▸ EXERCISE
Return the lines below in which the string "LEHARSTRASSE" occurs.

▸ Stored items
▽
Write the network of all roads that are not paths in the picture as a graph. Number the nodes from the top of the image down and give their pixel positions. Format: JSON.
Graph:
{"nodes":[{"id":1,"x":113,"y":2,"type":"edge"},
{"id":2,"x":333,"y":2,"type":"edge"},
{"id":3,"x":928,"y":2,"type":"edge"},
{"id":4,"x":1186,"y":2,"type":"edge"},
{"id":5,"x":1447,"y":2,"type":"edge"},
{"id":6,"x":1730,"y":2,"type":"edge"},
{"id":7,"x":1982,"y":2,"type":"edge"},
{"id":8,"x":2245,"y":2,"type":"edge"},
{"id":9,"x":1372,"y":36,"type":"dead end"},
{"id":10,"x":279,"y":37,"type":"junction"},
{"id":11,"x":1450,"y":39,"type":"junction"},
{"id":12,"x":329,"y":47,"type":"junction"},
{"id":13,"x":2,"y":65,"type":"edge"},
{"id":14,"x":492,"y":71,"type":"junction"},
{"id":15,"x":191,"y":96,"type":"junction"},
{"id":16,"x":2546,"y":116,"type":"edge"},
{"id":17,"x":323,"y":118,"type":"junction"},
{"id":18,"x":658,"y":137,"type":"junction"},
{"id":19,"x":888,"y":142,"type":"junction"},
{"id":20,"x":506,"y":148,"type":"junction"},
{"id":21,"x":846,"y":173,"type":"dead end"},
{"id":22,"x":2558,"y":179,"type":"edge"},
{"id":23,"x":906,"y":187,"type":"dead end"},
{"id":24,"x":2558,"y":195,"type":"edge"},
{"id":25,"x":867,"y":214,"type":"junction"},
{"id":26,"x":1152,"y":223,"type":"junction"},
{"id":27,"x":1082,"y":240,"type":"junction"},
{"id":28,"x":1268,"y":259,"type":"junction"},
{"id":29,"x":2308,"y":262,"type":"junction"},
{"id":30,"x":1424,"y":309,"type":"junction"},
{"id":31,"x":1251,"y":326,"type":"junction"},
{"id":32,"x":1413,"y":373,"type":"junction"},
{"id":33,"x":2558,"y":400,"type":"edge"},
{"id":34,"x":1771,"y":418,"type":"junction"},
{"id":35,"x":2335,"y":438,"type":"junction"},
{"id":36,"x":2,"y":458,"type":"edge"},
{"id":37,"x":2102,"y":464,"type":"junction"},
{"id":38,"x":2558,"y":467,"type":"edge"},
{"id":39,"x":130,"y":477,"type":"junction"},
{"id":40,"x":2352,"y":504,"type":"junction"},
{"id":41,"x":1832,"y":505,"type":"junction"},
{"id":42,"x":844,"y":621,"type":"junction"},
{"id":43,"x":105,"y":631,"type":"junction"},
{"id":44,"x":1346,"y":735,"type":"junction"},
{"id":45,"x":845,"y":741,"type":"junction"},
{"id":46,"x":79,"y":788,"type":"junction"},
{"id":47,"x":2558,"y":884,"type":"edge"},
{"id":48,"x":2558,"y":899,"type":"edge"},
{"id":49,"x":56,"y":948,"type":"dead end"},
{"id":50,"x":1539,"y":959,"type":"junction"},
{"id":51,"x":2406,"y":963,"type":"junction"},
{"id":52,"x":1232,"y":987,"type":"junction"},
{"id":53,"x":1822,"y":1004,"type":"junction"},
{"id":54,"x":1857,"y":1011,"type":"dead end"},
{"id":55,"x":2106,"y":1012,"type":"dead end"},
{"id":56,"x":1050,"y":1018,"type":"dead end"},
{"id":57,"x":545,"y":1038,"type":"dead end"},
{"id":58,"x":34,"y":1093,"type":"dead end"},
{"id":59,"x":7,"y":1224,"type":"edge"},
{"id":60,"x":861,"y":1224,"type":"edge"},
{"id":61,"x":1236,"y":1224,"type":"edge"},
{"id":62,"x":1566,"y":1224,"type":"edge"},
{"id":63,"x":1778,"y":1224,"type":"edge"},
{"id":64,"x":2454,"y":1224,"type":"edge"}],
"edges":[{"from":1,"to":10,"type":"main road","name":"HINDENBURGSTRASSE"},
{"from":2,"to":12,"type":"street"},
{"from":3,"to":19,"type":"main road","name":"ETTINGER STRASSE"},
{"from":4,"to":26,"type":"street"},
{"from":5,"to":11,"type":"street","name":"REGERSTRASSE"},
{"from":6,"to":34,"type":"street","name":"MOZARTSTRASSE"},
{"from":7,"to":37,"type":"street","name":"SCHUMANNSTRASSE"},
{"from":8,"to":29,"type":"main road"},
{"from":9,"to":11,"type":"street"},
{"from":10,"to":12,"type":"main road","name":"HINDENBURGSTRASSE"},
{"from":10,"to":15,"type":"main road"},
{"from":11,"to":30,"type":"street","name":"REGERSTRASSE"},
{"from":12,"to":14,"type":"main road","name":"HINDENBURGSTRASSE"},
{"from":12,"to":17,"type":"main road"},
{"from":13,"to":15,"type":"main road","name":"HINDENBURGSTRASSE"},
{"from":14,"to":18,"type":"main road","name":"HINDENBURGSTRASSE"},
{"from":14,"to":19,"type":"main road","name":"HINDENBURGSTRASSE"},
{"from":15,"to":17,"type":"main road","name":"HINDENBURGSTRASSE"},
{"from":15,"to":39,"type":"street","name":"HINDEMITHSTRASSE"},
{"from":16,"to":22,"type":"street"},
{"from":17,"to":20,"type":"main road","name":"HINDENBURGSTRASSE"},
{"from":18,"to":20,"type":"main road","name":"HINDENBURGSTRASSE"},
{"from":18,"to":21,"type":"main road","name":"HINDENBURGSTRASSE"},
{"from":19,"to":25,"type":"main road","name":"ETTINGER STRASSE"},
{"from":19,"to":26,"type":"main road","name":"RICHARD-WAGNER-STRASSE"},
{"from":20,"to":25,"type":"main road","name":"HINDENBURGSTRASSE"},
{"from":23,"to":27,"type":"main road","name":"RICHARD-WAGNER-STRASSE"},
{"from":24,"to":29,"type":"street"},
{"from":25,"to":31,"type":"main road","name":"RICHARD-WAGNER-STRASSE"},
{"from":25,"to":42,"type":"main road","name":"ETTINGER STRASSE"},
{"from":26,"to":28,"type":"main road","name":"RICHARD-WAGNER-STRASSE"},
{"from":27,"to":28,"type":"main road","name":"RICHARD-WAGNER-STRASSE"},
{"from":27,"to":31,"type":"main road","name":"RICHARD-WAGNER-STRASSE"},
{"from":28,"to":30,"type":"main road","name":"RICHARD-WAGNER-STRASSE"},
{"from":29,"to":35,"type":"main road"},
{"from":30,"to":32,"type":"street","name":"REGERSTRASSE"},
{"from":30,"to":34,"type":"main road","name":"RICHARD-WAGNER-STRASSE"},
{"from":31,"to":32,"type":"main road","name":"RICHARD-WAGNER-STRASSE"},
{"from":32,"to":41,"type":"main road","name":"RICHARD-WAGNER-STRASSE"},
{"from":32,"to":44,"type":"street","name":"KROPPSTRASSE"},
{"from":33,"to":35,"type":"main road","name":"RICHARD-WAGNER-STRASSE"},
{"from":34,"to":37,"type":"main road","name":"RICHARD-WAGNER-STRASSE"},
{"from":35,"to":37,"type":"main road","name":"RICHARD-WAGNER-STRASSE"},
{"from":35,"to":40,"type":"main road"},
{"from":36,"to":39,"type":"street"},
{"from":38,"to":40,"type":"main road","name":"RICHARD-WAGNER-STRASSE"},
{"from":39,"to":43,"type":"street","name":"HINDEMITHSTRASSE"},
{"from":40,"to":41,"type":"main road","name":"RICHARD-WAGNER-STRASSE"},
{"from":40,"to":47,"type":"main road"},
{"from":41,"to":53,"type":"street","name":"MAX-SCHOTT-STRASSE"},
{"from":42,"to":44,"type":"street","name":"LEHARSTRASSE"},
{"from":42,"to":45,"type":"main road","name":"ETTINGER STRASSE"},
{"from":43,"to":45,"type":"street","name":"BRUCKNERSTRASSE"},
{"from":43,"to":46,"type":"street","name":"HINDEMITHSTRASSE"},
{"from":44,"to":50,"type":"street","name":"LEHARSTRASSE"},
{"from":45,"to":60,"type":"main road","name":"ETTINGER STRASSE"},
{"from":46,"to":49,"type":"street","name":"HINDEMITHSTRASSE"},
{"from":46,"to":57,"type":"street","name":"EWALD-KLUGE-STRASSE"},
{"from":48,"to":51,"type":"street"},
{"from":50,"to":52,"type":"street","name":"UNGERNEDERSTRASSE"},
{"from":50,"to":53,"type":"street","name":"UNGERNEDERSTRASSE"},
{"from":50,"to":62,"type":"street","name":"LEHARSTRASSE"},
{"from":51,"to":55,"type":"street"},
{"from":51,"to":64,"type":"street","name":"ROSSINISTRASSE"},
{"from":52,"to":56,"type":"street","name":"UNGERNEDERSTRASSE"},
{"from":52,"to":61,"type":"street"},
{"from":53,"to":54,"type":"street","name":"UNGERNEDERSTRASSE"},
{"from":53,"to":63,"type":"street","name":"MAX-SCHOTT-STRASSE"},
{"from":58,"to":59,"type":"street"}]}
△
▸ RESULT BELOW
{"from":42,"to":44,"type":"street","name":"LEHARSTRASSE"},
{"from":44,"to":50,"type":"street","name":"LEHARSTRASSE"},
{"from":50,"to":62,"type":"street","name":"LEHARSTRASSE"},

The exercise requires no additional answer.